REQUIREMENT >> Among the entries below, how many lines include the word "highway"? Reply with only the number.

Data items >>
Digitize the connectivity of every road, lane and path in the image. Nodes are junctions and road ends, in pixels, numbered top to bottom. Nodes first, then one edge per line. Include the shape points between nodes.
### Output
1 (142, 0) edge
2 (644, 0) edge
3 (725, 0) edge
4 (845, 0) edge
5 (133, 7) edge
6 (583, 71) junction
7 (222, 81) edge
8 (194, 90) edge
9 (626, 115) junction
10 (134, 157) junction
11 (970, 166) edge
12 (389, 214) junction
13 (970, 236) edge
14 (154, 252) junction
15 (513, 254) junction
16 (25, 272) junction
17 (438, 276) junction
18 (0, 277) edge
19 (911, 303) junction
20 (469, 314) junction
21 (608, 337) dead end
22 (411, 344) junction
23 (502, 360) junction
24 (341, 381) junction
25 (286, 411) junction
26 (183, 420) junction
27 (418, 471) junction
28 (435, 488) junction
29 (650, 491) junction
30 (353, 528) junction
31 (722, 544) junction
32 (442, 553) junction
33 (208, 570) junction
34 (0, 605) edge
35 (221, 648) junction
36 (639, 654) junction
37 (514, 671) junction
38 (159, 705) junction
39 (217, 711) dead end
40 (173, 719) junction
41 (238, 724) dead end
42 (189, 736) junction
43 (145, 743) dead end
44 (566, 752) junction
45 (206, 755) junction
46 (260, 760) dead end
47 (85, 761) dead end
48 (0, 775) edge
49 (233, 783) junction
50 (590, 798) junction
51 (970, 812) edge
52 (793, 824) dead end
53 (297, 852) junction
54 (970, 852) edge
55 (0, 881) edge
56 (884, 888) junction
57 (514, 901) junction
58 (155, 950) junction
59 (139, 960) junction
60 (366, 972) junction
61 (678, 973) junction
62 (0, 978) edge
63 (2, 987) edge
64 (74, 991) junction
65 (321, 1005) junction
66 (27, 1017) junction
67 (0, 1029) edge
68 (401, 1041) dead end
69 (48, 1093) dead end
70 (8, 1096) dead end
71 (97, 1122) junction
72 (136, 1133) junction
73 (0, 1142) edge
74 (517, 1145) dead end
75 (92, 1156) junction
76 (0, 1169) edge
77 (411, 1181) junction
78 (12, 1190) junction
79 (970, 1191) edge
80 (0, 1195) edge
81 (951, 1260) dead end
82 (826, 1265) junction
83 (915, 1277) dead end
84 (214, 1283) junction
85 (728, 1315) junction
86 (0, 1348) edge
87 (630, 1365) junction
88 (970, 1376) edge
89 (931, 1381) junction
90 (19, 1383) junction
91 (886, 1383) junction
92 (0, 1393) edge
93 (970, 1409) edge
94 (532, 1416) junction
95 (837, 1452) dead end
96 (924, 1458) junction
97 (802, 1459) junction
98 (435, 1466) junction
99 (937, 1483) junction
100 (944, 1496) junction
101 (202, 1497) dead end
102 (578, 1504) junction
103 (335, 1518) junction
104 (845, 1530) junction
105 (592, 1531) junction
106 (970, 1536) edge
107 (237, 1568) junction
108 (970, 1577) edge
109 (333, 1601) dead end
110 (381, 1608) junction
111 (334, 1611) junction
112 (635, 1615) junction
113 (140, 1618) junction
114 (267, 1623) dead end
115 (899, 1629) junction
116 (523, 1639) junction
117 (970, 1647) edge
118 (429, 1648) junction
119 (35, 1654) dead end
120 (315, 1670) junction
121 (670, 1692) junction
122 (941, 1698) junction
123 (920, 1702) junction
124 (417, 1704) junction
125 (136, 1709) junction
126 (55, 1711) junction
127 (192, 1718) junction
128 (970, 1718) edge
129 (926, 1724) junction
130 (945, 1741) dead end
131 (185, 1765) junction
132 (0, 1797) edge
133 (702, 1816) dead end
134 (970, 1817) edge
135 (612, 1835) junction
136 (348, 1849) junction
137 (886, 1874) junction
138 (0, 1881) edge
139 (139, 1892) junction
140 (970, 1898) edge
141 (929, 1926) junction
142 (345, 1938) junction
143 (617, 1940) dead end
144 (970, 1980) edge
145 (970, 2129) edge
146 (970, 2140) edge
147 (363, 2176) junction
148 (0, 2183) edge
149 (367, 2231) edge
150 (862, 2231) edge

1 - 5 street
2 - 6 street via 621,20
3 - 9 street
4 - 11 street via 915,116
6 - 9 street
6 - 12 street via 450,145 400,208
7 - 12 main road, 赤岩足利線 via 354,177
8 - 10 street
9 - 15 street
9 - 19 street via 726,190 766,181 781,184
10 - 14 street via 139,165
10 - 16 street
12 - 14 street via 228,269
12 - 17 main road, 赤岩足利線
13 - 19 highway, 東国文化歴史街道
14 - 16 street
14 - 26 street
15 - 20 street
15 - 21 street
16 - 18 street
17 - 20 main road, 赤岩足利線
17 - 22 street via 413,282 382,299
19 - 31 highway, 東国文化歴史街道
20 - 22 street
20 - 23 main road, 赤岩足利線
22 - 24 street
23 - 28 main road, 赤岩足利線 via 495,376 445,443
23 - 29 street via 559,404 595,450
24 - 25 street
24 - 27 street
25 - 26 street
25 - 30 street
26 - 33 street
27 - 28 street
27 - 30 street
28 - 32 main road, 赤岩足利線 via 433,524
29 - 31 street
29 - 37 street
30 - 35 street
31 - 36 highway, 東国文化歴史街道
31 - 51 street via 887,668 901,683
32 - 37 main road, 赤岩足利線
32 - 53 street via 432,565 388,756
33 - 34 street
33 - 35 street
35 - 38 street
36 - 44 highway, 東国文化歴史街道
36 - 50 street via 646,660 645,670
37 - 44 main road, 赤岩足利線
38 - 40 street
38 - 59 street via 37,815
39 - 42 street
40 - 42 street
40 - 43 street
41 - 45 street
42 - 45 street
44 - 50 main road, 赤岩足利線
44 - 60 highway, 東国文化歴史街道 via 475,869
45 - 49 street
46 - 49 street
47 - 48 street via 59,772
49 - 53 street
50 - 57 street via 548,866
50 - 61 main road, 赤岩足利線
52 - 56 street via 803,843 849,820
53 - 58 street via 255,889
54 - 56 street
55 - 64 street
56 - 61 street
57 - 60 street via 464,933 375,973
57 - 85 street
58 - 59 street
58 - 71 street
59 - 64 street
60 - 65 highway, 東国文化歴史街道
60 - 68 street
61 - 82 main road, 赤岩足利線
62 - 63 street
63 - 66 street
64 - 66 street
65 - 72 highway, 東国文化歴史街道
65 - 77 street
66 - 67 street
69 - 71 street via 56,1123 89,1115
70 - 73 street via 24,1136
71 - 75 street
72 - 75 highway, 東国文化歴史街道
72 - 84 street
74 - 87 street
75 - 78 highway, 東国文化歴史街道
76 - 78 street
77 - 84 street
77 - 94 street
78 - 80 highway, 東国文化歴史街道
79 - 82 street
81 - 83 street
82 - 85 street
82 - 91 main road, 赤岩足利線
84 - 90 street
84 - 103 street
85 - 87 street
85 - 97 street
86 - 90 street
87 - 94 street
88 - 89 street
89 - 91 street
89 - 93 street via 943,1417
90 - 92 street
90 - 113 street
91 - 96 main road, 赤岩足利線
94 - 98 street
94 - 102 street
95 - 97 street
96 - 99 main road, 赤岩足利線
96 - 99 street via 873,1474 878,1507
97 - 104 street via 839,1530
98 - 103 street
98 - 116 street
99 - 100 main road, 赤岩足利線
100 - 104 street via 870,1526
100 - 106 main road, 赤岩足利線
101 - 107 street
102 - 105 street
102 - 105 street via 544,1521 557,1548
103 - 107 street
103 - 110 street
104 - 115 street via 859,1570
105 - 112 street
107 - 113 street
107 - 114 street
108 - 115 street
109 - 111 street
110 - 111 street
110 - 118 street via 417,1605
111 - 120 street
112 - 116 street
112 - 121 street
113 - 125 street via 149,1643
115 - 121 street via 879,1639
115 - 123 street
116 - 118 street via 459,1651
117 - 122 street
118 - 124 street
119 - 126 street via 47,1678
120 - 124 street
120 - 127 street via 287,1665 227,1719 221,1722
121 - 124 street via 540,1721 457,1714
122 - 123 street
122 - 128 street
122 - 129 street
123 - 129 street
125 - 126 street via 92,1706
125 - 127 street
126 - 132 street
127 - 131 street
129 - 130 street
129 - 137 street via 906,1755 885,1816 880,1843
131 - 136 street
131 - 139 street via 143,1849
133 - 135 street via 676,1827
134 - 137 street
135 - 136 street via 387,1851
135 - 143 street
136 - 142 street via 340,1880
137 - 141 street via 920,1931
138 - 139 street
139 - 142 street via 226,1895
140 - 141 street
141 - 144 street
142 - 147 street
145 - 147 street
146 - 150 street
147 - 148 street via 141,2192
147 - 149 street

SOLUTION TO THIS EXERCISE >> 10